Casualty losses can occur when there’s damage or destruction of your property caused by a sudden or unexpected event or natural disaster, such as theft, tornado, fire, hurricane, flood, or earthquake. The good news in what’s normally a bad situation is that in most cases, these losses are deductible.
Individuals deduct the losses as an itemized deduction. If your property is insured, you can’t take a deduction unless you timely submit a claim to your insurance provider. Rules for calculating the loss can be tricky, and differ based on the type of property and extent of destruction. In general:
- For personal-use property and for property not completely destroyed, your loss is limited to the lesser of your adjusted basis in the property on the date of the casualty or its decrease in value as a result of the casualty, less any insurance reimbursement received or expected to be received.

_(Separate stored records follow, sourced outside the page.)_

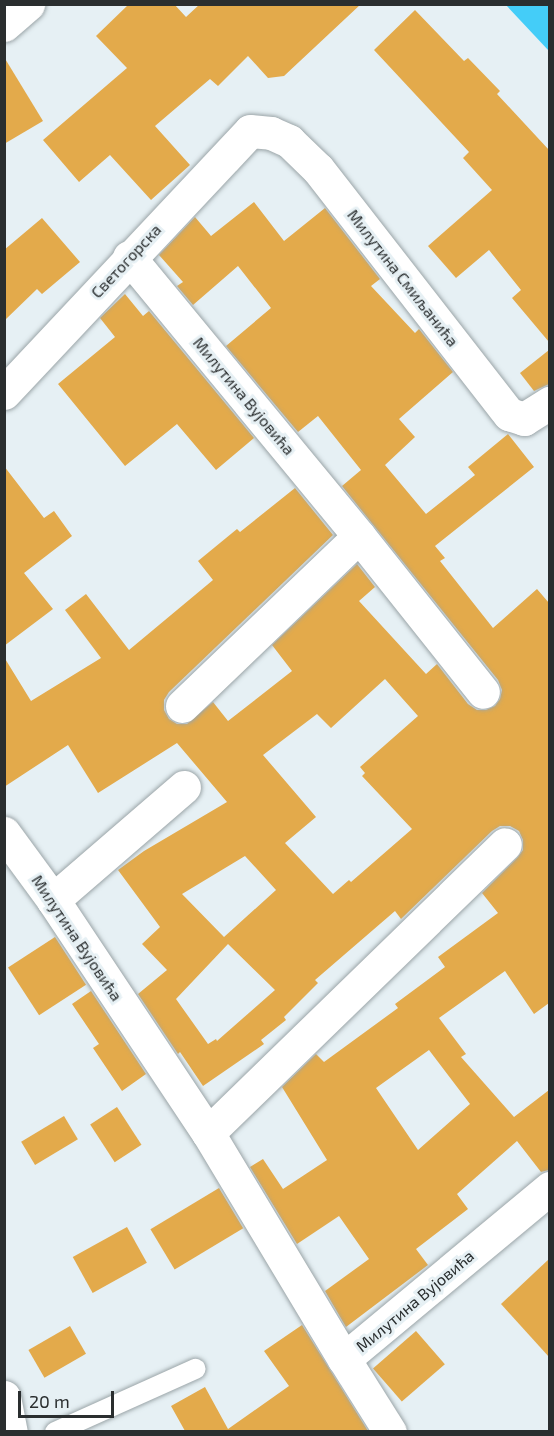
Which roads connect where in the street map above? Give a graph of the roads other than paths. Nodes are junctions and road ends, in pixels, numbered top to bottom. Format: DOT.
graph roads {
  1 [pos="28,4"];
  2 [pos="4,25"];
  3 [pos="250,131"];
  4 [pos="129,257"];
  5 [pos="4,393"];
  6 [pos="549,403"];
  7 [pos="359,536"];
  8 [pos="483,692"];
  9 [pos="182,706"];
  10 [pos="184,788"];
  11 [pos="4,833"];
  12 [pos="505,844"];
  13 [pos="53,900"];
  14 [pos="208,1133"];
  15 [pos="547,1194"];
  16 [pos="344,1359"];
  17 [pos="195,1369"];
  18 [pos="4,1397"];
  19 [pos="11,1431"];
  20 [pos="56,1431"];
  21 [pos="390,1431"];
  1 -- 2 [label="street"];
  3 -- 4 [label="street, Светогорска"];
  3 -- 6 [label="street, Милутина Смиљанића"];
  4 -- 5 [label="street, Светогорска"];
  4 -- 7 [label="street, Милутина Вујовића"];
  7 -- 8 [label="street, Милутина Вујовића"];
  7 -- 9 [label="street"];
  10 -- 13 [label="street"];
  11 -- 13 [label="street, Милутина Вујовића"];
  12 -- 14 [label="street"];
  13 -- 14 [label="street, Милутина Вујовића"];
  14 -- 16 [label="street, Милутина Вујовића"];
  15 -- 16 [label="street, Милутина Вујовића"];
  16 -- 21 [label="street"];
  17 -- 20 [label="lane"];
  18 -- 19 [label="street"];
}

- For completely destroyed business or income-producing property, including rental property, your casualty loss is equal to your adjusted basis in the property, less any insurance reimbursement received or expected to be received.
- For personal-use property, in addition to the limitations above, the first $100 of each incident of casualty loss is not deductible. The remaining amount of casualty loss is further reduced by 10% of your adjusted gross income.
Taxpayers in Presidentially Declared Disaster Areas have a choice of tax years for deducting related disaster losses – either the tax year in which the disaster occurs, or the immediately preceding tax year.
Each choice has its pros and cons and will vary based on your particular situation, so it’s important to get some help before you decide. Claiming the disaster loss for the year before the loss occurred saves taxes immediately, without the need to wait until the year after the loss occurred. On the other hand, taking the deduction in the year of loss may save taxes if you’re in a higher bracket that year. Lots to consider!
For more information, contact Padgett Business Services in Bothell, Washington at (425) 408-1695. We handle your bookkeeping, accounting, tax (personal & business) and payroll needs – so you can focus on what makes you money. Serving Bothell, Lynnwood, Kenmore, Mill Creek and surrounding areas.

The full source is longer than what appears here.